After graduating from high school, he spent one year at Dixie College, playing basketball one season for the Rebels, where his team went to the regional playoffs. He was named the school's Male Freshman of the Year.

Tarkanian then transferred to UNLV, where he was coached by his father. He played 3 seasons, 1981–1984, for the UNLV Runnin' Rebels basketball. In his sophomore year, his team won 24 straight games and was ranked number one nationally. At UNLV, Tarkanian was twice named First-Team Academic All-American by the CoSIDA.

He was drafted by the San Antonio Spurs in the 1984 NBA draft in Round 8, but did not make the team.

Following graduation, Tarkanian received his J.D. from the University of San Diego School of Law.

Tarkanian passed the Nevada Bar Exam and practiced law for eight years, four as proprietor of his own firm.

In 1995, Jerry Tarkanian became the head coach for the Fresno State Bulldogs basketball team at Fresno State, where Danny joined his father as an assistant coach. The team qualified for the post-season every year during Tarkanian's tenure.

Tarkanian moved back to Las Vegas following his father's retirement in 2002. He started a real estate investment business and he co-founded the Tarkanian Basketball Academy.

==Political campaigns==

===2004 Nevada State Senate election===
On May 4, 2004, Tarkanian filed to run in Nevada's 11th Senate district (map) against incumbent Michael A. Schneider. Schneider defeated Tarkanian in the general election.

Following the election, Tarkanian successfully sued his Democratic opponent for libel and defamation.

During the campaign, Schneider made various accusations against Tarkanian, including accusing him of involvement with the creation of illegal telemarketing companies designed to defraud the elderly. The case went to trial on July 27, 2009. Schneider stood by statements he made in a 2004 debate with Tarkanian and in campaign ads and fliers accusing Tarkanian. Former assistant U.S. Attorney Leif Reid, son of senator Harry Reid, testified that Tarkanian was not part of the investigation into the telemarketing companies. On July 31, 2009, a Clark County District Court jury ruled in Tarkanian's favor and awarded him $50,000 in damages. On August 3, 2009, Schneider agreed to pay a $150,000 settlement in the case.

===2006 Secretary of State election===
In December 2005, Tarkanian announced his second bid for public office, this time a statewide election for Nevada Secretary of State. He defeated Brian Scroggins in the Republican primary and faced Democratic nominee Ross Miller, the son of former Nevada governor Bob Miller in the general election.
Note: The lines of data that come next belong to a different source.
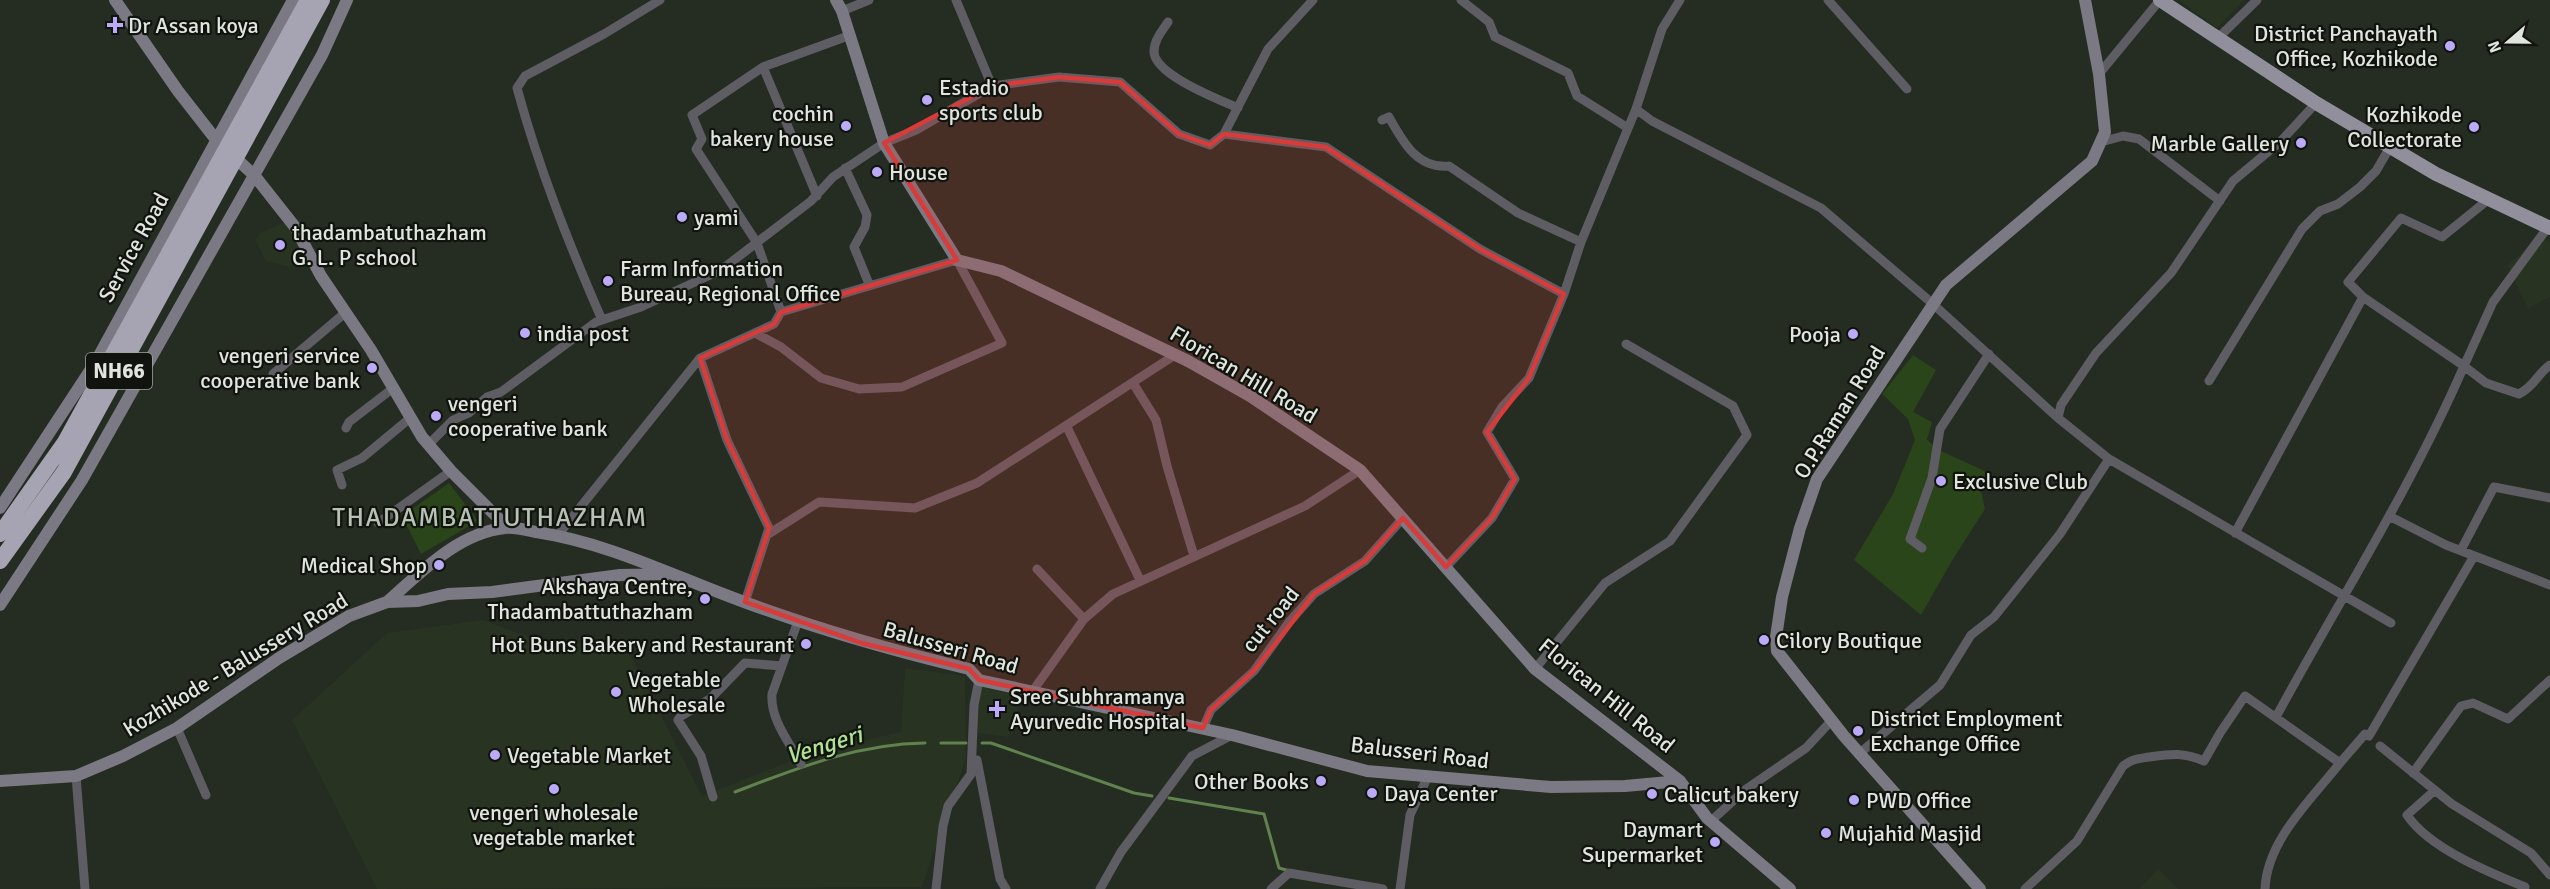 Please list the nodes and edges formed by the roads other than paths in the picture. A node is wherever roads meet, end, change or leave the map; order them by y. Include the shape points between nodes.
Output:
1 (115, 0) edge
2 (293, 0) edge
3 (308, 0) edge
4 (322, 0) edge
5 (347, 0) edge
6 (660, 0) edge
7 (869, 0) edge
8 (956, 0) edge
9 (1313, 0) edge
10 (1461, 0) edge
11 (1680, 0) edge
12 (1828, 0) edge
13 (2085, 0) edge
14 (2160, 0) edge
15 (2257, 0) edge
16 (839, 6) edge
17 (1168, 22) dead end
18 (848, 36) junction
19 (2217, 39) junction
20 (764, 67) junction
21 (2099, 74) junction
22 (992, 86) junction
23 (1906, 89) dead end
24 (2316, 103) junction
25 (1238, 108) junction
26 (1636, 109) junction
27 (1382, 120) dead end
28 (1628, 128) junction
29 (1224, 134) junction
30 (2101, 142) junction
31 (884, 143) junction
32 (229, 144) junction
33 (2390, 147) junction
34 (845, 168) junction
35 (222, 169) junction
36 (254, 175) junction
37 (817, 196) junction
38 (2489, 199) junction
39 (2220, 201) junction
40 (2549, 228) edge
41 (1581, 242) junction
42 (758, 243) junction
43 (957, 260) junction
44 (869, 284) junction
45 (1564, 294) junction
46 (2363, 297) junction
47 (1933, 304) junction
48 (346, 312) junction
49 (781, 312) junction
50 (602, 320) junction
51 (757, 334) junction
52 (1626, 344) dead end
53 (1989, 354) junction
54 (1175, 355) junction
55 (700, 358) junction
56 (2464, 366) junction
57 (2550, 366) edge
58 (273, 374) dead end
59 (2209, 381) dead end
60 (1133, 383) junction
61 (392, 389) junction
62 (2058, 418) junction
63 (410, 419) junction
64 (1067, 427) junction
65 (346, 428) dead end
66 (428, 445) junction
67 (2109, 459) junction
68 (1360, 470) junction
69 (451, 471) junction
70 (342, 485) dead end
71 (2550, 498) edge
72 (0, 508) edge
73 (2390, 516) junction
74 (1403, 518) junction
75 (378, 523) dead end
76 (507, 527) junction
77 (2235, 533) junction
78 (0, 534) edge
79 (558, 535) junction
80 (767, 535) junction
81 (1922, 548) dead end
82 (2462, 550) junction
83 (2474, 555) junction
84 (1194, 556) junction
85 (0, 561) edge
86 (1446, 567) junction
87 (1037, 570) dead end
88 (677, 573) junction
89 (1140, 580) junction
90 (2550, 585) edge
91 (2343, 597) junction
92 (387, 602) junction
93 (745, 602) junction
94 (0, 605) edge
95 (1084, 619) junction
96 (798, 621) junction
97 (2391, 623) dead end
98 (782, 666) junction
99 (1535, 669) junction
100 (979, 680) junction
101 (2550, 680) edge
102 (1032, 692) junction
103 (2276, 717) junction
104 (1832, 720) junction
105 (177, 728) junction
106 (1203, 728) junction
107 (1232, 735) junction
108 (974, 744) junction
109 (2380, 746) dead end
110 (1860, 753) junction
111 (2340, 763) junction
112 (801, 764) dead end
113 (2413, 773) junction
114 (76, 776) junction
115 (1428, 776) junction
116 (0, 781) edge
117 (1680, 781) junction
118 (2434, 791) junction
119 (206, 795) dead end
120 (713, 797) dead end
121 (1711, 821) junction
122 (2550, 875) edge
123 (2524, 887) dead end
124 (85, 889) edge
125 (936, 889) edge
126 (1005, 889) edge
127 (1100, 889) edge
128 (1271, 889) edge
129 (1383, 889) edge
130 (1400, 889) edge
131 (1790, 889) edge
132 (1980, 889) edge
133 (2025, 889) edge
134 (2265, 889) edge

1 - 32 street via 178,91
2 - 32 street, Service Road
3 - 32 highway, NH66
4 - 32 highway, NH66
5 - 36 street via 322,55
6 - 50 street via 525,76 517,88 539,165
7 - 16 street
8 - 22 street
9 - 25 street via 1268,49
10 - 28 street via 1489,22 1495,37 1568,73 1577,96
11 - 26 street via 1662,29
12 - 23 street
13 - 21 street, O.P.Raman Road
14 - 19 main road
14 - 21 street
15 - 19 street
16 - 18 street
17 - 25 street via 1155,42 1154,54 1160,66
18 - 20 street
18 - 31 street
19 - 24 main road
20 - 37 street
20 - 42 street via 692,115 702,139 696,149
21 - 30 street, O.P.Raman Road via 2105,132
22 - 29 street via 1059,77 1120,82 1179,134 1210,145
22 - 31 street via 916,130
24 - 33 main road
24 - 39 street via 2281,141 2239,175
25 - 29 street
26 - 28 street
26 - 47 street via 1652,121 1821,208
27 - 41 street via 1389,117 1408,151 1436,167 1449,166 1518,213
28 - 41 street
29 - 45 street via 1326,147 1480,249
30 - 39 street via 2123,136 2139,139
30 - 47 street, O.P.Raman Road via 2092,162 1946,285
31 - 34 street
31 - 43 street
32 - 35 highway, NH66
32 - 36 street
32 - 72 street, Service Road via 167,228 95,363
33 - 38 main road
33 - 59 street via 2376,171 2360,187 2338,204 2320,211 2302,229
34 - 37 street
34 - 44 street via 867,215 854,247
35 - 78 highway, NH66 via 64,442
35 - 85 highway, NH66 via 64,472
36 - 48 street via 295,227
36 - 94 street via 82,480
37 - 42 street
38 - 40 main road
38 - 46 street via 2442,237 2401,218 2348,282
39 - 62 street via 2161,285 2096,353 2061,405
40 - 56 street via 2493,302
41 - 45 street
42 - 49 street
42 - 50 street via 721,270 641,307
43 - 44 street
43 - 51 street via 1002,343 902,387 860,388 821,378
43 - 54 street, Florican Hill Road via 1001,271
44 - 49 street
45 - 86 street via 1529,378 1502,407 1486,432 1515,479 1492,518
46 - 56 street
46 - 77 street
47 - 53 street
47 - 104 street, O.P.Raman Road via 1817,479 1782,597 1777,651
48 - 58 street
48 - 61 street
49 - 51 street via 774,324
50 - 66 street via 501,392 453,420
51 - 55 street
52 - 99 street via 1733,406 1747,435 1670,541 1605,583
53 - 62 street
53 - 81 street via 1940,429 1932,478 1910,539
54 - 60 street
54 - 68 street, Florican Hill Road via 1250,396
55 - 79 street
55 - 80 street via 727,440 770,528
56 - 57 street via 2486,382 2519,394 2532,387
56 - 73 street
60 - 64 street
60 - 84 street via 1156,420
61 - 63 street
61 - 65 street
62 - 67 street
63 - 66 street
63 - 70 street via 362,458 338,470
64 - 80 street via 976,483 915,508 819,502
64 - 89 street
66 - 69 street
67 - 77 street
67 - 110 street via 2060,534 1994,617 1971,635 1940,685
68 - 74 street, Florican Hill Road
68 - 84 street via 1305,506
69 - 75 street
69 - 76 street
71 - 82 street via 2494,487
73 - 82 street
73 - 91 street
74 - 86 street, Florican Hill Road
74 - 106 street, cut road via 1365,561 1314,594 1254,671 1211,710
76 - 79 street, Balusseri Road
76 - 92 street, Balusseri Road via 470,538 436,560
77 - 91 street
79 - 88 street, Balusseri Road
80 - 93 street
82 - 83 street
83 - 90 street
83 - 111 street via 2369,736 2366,734
84 - 89 street
86 - 99 street, Florican Hill Road
87 - 95 street
88 - 92 street via 620,575
88 - 93 street, Balusseri Road
89 - 95 street via 1113,594
91 - 97 street
91 - 103 street
92 - 105 street, Kozhikode - Balussery Road via 349,616
93 - 96 street, Balusseri Road
95 - 102 street
96 - 98 street
96 - 100 street, Balusseri Road via 861,643 969,669
98 - 112 street via 771,704
98 - 120 street via 745,663 717,692 678,720 701,756
99 - 117 street, Florican Hill Road
100 - 102 street, Balusseri Road
100 - 108 street via 974,705
101 - 113 street via 2508,719 2473,703 2461,706
102 - 106 street, Balusseri Road
103 - 111 street
103 - 133 street via 2245,696 2204,761 2169,752 2132,758 2122,766 2077,841
104 - 110 street, O.P.Raman Road
104 - 121 street via 1806,748 1745,790
105 - 114 street, Kozhikode - Balussery Road
105 - 119 street
106 - 107 street, Balusseri Road
107 - 115 street, Balusseri Road via 1367,771
107 - 127 street via 1192,756 1121,852
108 - 125 street via 971,774 948,806
108 - 126 street
109 - 113 street
110 - 132 street, O.P.Raman Road
111 - 134 street via 2278,842 2265,872
113 - 118 street
114 - 116 street, Kozhikode - Balussery Road
114 - 124 street
115 - 117 street, Balusseri Road via 1551,787
115 - 130 street via 1410,815
117 - 121 street, Florican Hill Road
118 - 122 street via 2478,822 2517,842
118 - 123 street via 2407,815 2414,826 2471,865
121 - 131 street, Florican Hill Road
128 - 129 street via 1289,873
Miller defeated Tarkanian in the general election.

===2010 U.S. Senate election===

In 2009, Tarkanian announced that he would run against Democratic U.S. Senator Harry Reid. Before other candidates entered the primary, Tarkanian was the front-runner for the Republican nomination. Shortly after Tarkanian's announcement, former Nevada Republican Party chairwoman Sue Lowden and former assemblywoman Sharron Angle entered the primary field and overtook him in the polls. Tarkanian placed third in the primary, with Angle winning the nomination. Angle would go on to lose the general election to Reid.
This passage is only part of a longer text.